Seçimler öncesinde yaşanan bir başka polemik konusu ise "367 tartışması" oldu.

Eski Yargıtay Cumhuriyet Başsavcısı Sabih Kanadoğlu, cumhurbaşkanı seçimi için Anayasa'da belirtilen 367 oyun, sadece karar yeter sayısı için değil, aynı zamanda toplantı yeter sayısı için de gerekli olduğu tezini ortaya attı.

Bu görüşe göre, oylamalara en az 367 kişinin katılması gerektiği, aksi halde sonucun geçersiz olacağı iddia edildi. Böylece Meclis'teki sandalye sayısı 354 olan iktidar partisi, tek başına kendi oylarıyla cumhurbaşkanını seçemeyecekti.

- GÜL, İLK TUR OYLAMASINDA 357 OY ALDI

Yaşanan bu tartışmalar ışığında 27 Nisan 2007'de cumhurbaşkanı seçiminin ilk turu yapıldı.

Siyasi çevrelerde, AK Parti'nin farklı bir isim çıkaracağı beklentisi yükselirken, Başbakan Recep Tayyip Erdoğan beklenenin aksine Gül'ün adaylığından geri adım atmadı.

Abdullah Gül, 361 milletvekilinin oy kullandığı ilk tur oylamasında 357 oy aldı.

Oylamanın hemen sonrasında CHP, seçimi Anayasa Mahkemesine taşıdı.

Aynı gün, gece saat 23.30'da Genelkurmay Başkanlığı internet sitesine, Türk demokrasi tarihine "e-muhtıra" olarak geçecek bir basın açıklaması konuldu.

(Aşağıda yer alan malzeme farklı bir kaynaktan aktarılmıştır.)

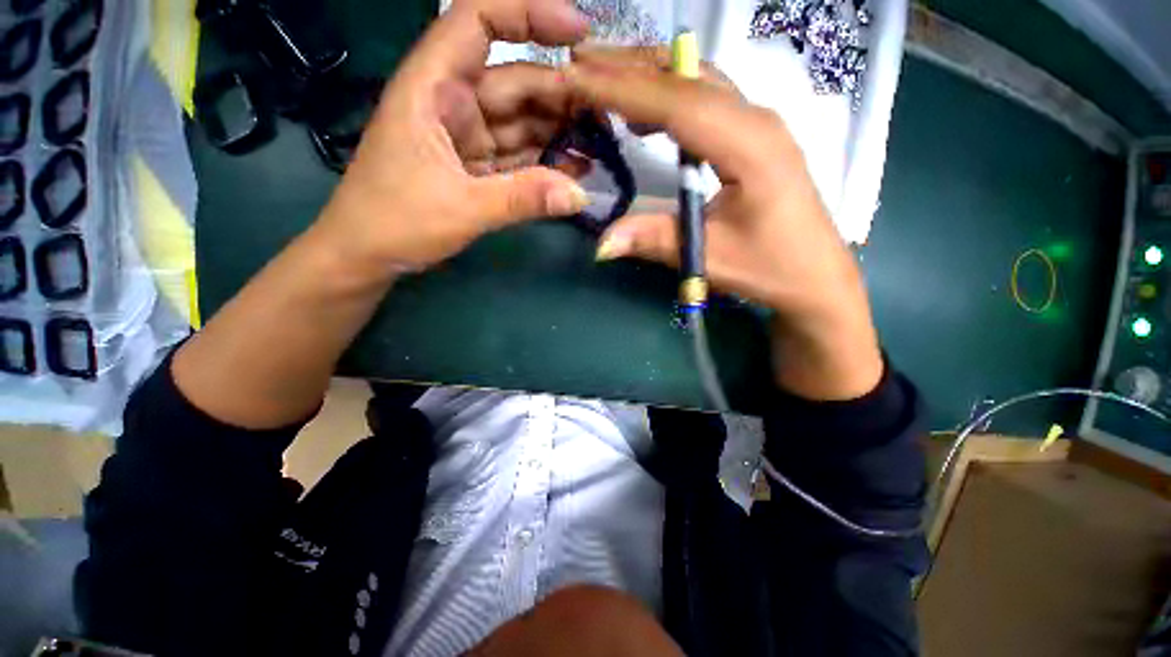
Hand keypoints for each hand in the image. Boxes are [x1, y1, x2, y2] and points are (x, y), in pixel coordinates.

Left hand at [313, 0, 591, 277]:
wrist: (368, 255)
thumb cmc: (395, 221)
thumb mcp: (460, 208)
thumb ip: (522, 199)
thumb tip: (580, 195)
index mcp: (434, 88)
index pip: (478, 21)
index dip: (528, 13)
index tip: (578, 33)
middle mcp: (454, 103)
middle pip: (516, 82)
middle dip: (563, 95)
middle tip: (608, 118)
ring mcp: (469, 138)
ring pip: (522, 122)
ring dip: (560, 132)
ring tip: (601, 146)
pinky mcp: (478, 168)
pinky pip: (519, 157)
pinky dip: (546, 163)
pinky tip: (575, 171)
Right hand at [567, 53, 883, 399]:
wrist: (815, 277)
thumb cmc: (769, 268)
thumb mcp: (708, 256)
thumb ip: (653, 241)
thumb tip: (601, 243)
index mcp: (749, 146)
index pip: (678, 103)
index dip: (623, 89)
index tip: (576, 78)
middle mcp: (756, 120)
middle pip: (688, 77)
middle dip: (630, 67)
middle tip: (581, 64)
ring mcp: (758, 124)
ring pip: (698, 82)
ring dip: (649, 77)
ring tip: (603, 81)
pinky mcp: (754, 137)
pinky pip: (707, 101)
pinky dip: (669, 98)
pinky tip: (645, 115)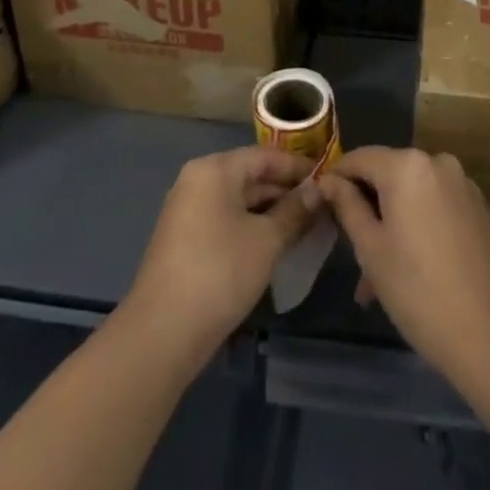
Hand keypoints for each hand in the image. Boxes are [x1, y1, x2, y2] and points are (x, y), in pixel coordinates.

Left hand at [124, 146, 320, 358]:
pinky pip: (225, 220)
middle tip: (322, 207)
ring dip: (270, 212)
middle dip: (286, 191)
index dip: (298, 166)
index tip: (328, 178)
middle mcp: (197, 181)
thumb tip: (318, 190)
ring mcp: (188, 211)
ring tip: (306, 226)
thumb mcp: (266, 240)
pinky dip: (251, 227)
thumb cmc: (220, 272)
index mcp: (214, 169)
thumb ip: (295, 211)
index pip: (265, 156)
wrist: (162, 333)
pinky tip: (275, 244)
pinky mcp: (185, 239)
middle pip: (250, 176)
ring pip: (238, 201)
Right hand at [316, 147, 489, 380]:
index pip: (359, 158)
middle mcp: (436, 161)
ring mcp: (461, 183)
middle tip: (351, 251)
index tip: (323, 206)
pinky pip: (435, 204)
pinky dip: (418, 224)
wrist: (488, 333)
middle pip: (388, 174)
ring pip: (412, 193)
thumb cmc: (417, 289)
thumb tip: (328, 180)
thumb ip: (347, 205)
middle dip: (367, 207)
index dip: (337, 179)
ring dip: (393, 222)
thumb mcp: (370, 248)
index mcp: (406, 165)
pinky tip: (411, 266)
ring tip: (378, 275)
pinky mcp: (478, 207)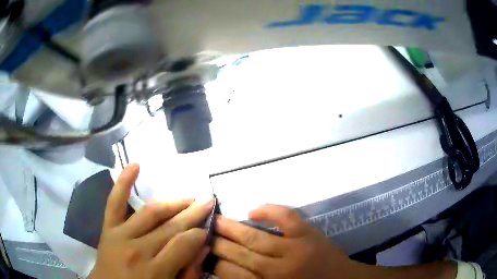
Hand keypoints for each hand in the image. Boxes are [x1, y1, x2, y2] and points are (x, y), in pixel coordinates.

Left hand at [89, 164, 212, 278]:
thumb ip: (189, 273)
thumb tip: (203, 247)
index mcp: (155, 271)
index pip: (184, 244)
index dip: (199, 233)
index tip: (208, 227)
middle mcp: (137, 249)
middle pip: (170, 227)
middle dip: (193, 213)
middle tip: (208, 202)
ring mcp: (119, 235)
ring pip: (150, 212)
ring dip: (172, 203)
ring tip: (188, 198)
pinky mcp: (107, 228)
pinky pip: (114, 202)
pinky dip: (123, 182)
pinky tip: (135, 165)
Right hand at [212, 204, 352, 278]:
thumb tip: (225, 272)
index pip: (231, 275)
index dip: (213, 264)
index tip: (201, 254)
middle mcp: (278, 270)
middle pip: (239, 255)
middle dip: (217, 244)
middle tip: (200, 233)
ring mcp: (295, 249)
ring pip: (256, 238)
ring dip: (232, 229)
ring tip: (215, 220)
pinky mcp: (309, 234)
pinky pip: (287, 218)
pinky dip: (270, 211)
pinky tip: (252, 210)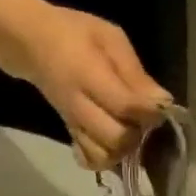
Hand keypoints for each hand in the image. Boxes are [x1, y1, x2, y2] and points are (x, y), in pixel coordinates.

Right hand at [11, 2, 169, 169]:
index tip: (160, 105)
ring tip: (127, 129)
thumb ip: (135, 72)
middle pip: (117, 139)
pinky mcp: (71, 135)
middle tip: (141, 118)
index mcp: (88, 74)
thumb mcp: (110, 38)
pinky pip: (91, 161)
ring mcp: (74, 124)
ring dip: (124, 149)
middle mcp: (79, 106)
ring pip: (105, 156)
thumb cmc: (76, 34)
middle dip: (138, 132)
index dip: (149, 111)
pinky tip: (111, 144)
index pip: (125, 106)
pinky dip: (105, 159)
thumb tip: (163, 102)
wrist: (33, 44)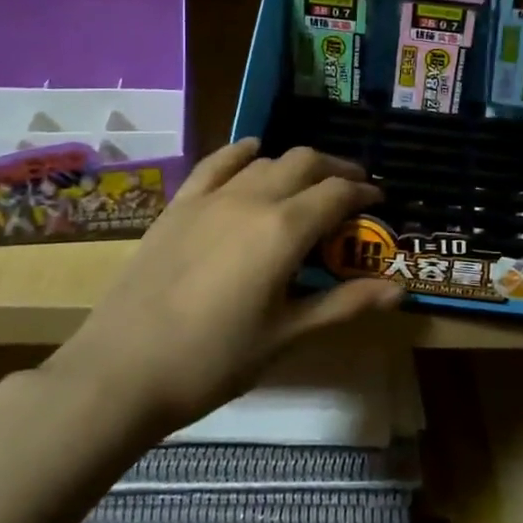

"Türkiye Cumhuriyeti devletinin, başta laiklik olmak üzere, temel değerlerinin aşındırılması için bitmez tükenmez gayret gösterildiği, hatta milli bayramlara alternatif kutlamalar yapıldığı" ifade edilen bildiride, şunlar kaydedildi:

"Özetle, Cumhuriyetimizin Kurucusu Ulu Önder Atatürk'ün, 'Ne mutlu Türküm diyene' anlayışına karşı çıkan herkes Türkiye Cumhuriyeti'nin düşmanıdır ve öyle kalacaktır. Türk Silahlı Kuvvetleri, bu niteliklerin korunması için kendisine kanunlarla verilmiş olan açık görevleri eksiksiz yerine getirme konusundaki sarsılmaz kararlılığını muhafaza etmektedir ve bu kararlılığa olan bağlılığı ile inancı kesindir."